**** Source material

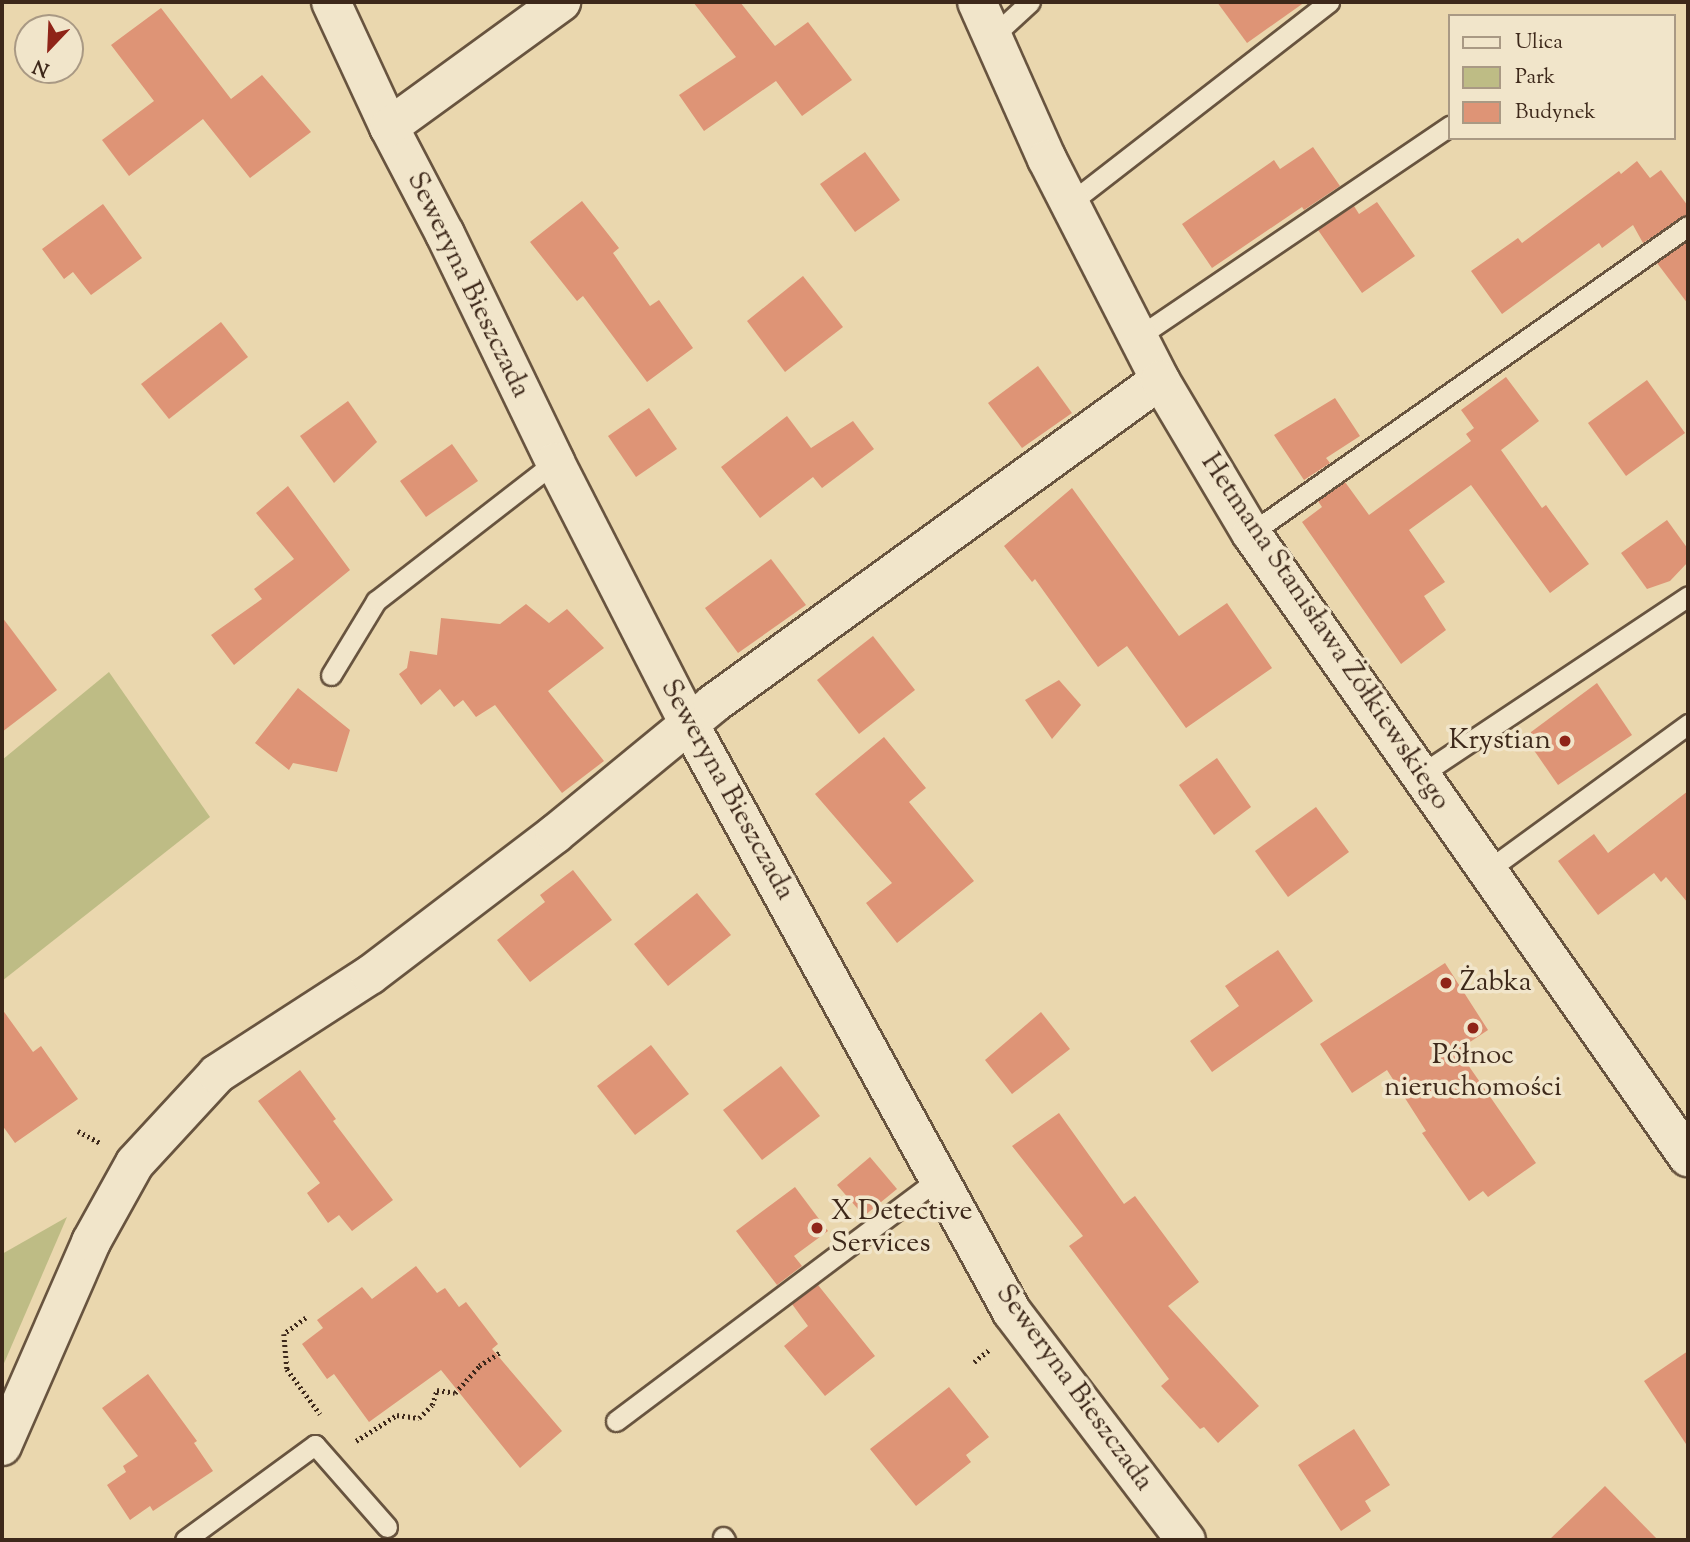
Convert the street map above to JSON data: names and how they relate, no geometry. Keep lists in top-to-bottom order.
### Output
{
  "streets": {
    "street": ["Seweryna Bieszczada", "Hetmana Stanisława Żółkiewskiego"]
  },
  "places": [
    "Krystian",
    "Żabka",
    "Północ nieruchomości",
    "X Detective Services"
  ],
  "legend": ["Ulica", "Park", "Budynek"],
  "north": "bottom left"
}
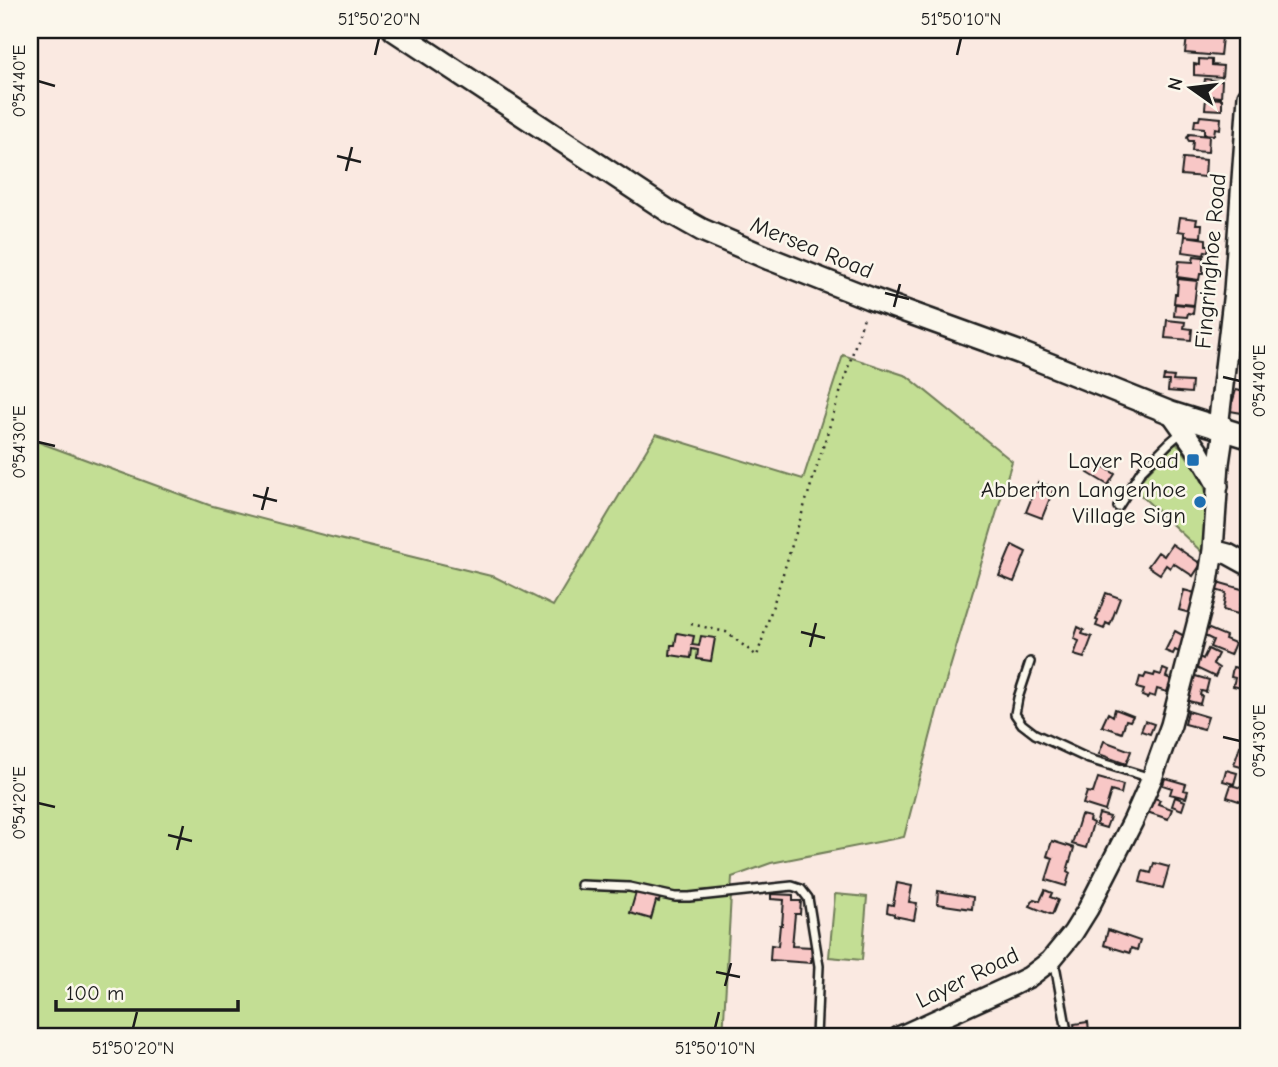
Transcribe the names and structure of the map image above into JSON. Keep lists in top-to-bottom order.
{
  "streets": {
    "main road": ["Mersea Road"],
    "street": ["Fingringhoe Road", "Layer Road"]
  },
  "crossings": [
    ["Mersea Road", "Fingringhoe Road"],
    ["Mersea Road", "Layer Road"],
    ["Fingringhoe Road", "Layer Road"]
  ],
  "places": {
    "transit": ["Layer Road"],
    "other": ["Abberton Langenhoe Village Sign"]
  },
  "scale_bar": "100 m",
  "north": "left",
  "coordinates": [
    "51°50'20\"N",
    "51°50'10\"N",
    "0°54'40\"E",
    "0°54'30\"E",
    "0°54'20\"E"
  ]
}
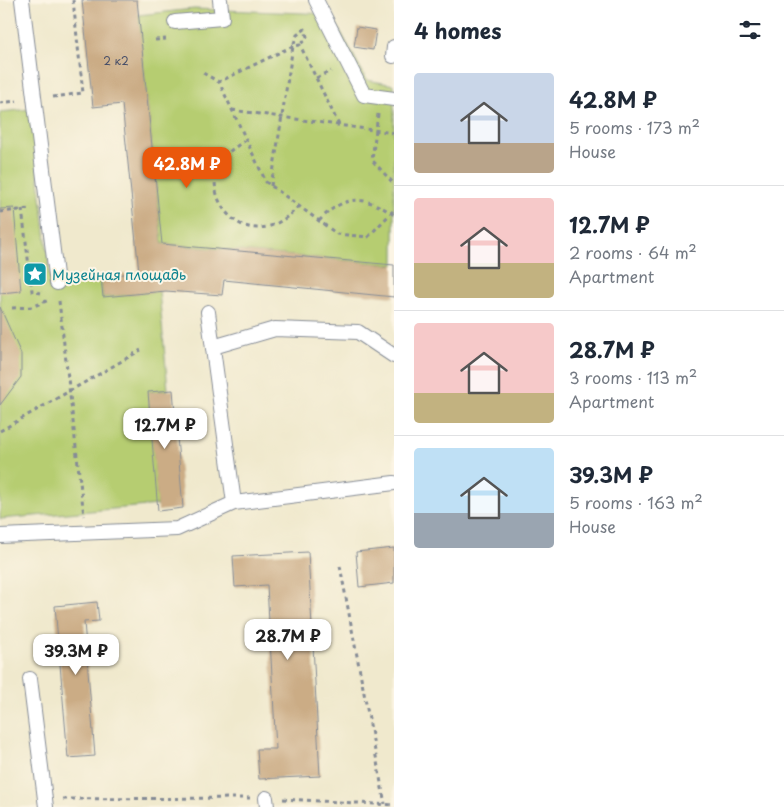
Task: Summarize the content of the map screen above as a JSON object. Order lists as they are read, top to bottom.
{
  "places": {
    "place": ["Музейная площадь"]
  },
  "house_numbers": ["2 к2"],
  "page": {
    "heading": "4 homes",
    "list": [
      {
        "name": "42.8M ₽",
        "note": "5 rooms · 173 m² · House"
      },
      {
        "name": "12.7M ₽",
        "note": "2 rooms · 64 m² · Apartment"
      },
      {
        "name": "28.7M ₽",
        "note": "3 rooms · 113 m² · Apartment"
      },
      {
        "name": "39.3M ₽",
        "note": "5 rooms · 163 m² · House"
      }
    ],
    "price": [
      "42.8M ₽",
      "12.7M ₽",
      "28.7M ₽",
      "39.3M ₽"
    ]
  }
}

********

- _Exercise objective_
Return the full listing above exactly as written, and omit the pictures.

- _Result of this exercise_
Convert the street map above to JSON data: names and how they relate, no geometry. Keep lists in top-to-bottom order.
### Output
{
  "streets": {
    "street": ["Seweryna Bieszczada", "Hetmana Stanisława Żółkiewskiego"]
  },
  "places": [
    "Krystian",
    "Żabka",
    "Północ nieruchomości",
    "X Detective Services"
  ],
  "legend": ["Ulica", "Park", "Budynek"],
  "north": "bottom left"
}
Transcribe the names and structure of the map image above into JSON. Keep lists in top-to-bottom order.
{
  "streets": {
    "main road": ["Mersea Road"],
    "street": ["Fingringhoe Road", "Layer Road"]
  },
  "crossings": [
    ["Mersea Road", "Fingringhoe Road"],
    ["Mersea Road", "Layer Road"],
    ["Fingringhoe Road", "Layer Road"]
  ],
  "places": {
    "transit": ["Layer Road"],
    "other": ["Abberton Langenhoe Village Sign"]
  },
  "scale_bar": "100 m",
  "north": "left",
  "coordinates": [
    "51°50'20\"N",
    "51°50'10\"N",
    "0°54'40\"E",
    "0°54'30\"E",
    "0°54'20\"E"
  ]
}
Task: Summarize the content of the map screen above as a JSON object. Order lists as they are read, top to bottom.
{
  "places": {
    "place": ["Музейная площадь"]
  },
  "house_numbers": ["2 к2"],
  "page": {
    "heading": "4 homes",
    "list": [
      {
        "name": "42.8M ₽",
        "note": "5 rooms · 173 m² · House"
      },
      {
        "name": "12.7M ₽",
        "note": "2 rooms · 64 m² · Apartment"
      },
      {
        "name": "28.7M ₽",
        "note": "3 rooms · 113 m² · Apartment"
      },
      {
        "name": "39.3M ₽",
        "note": "5 rooms · 163 m² · House"
      }
    ],
    "price": [
      "42.8M ₽",
      "12.7M ₽",
      "28.7M ₽",
      "39.3M ₽"
    ]
  }
}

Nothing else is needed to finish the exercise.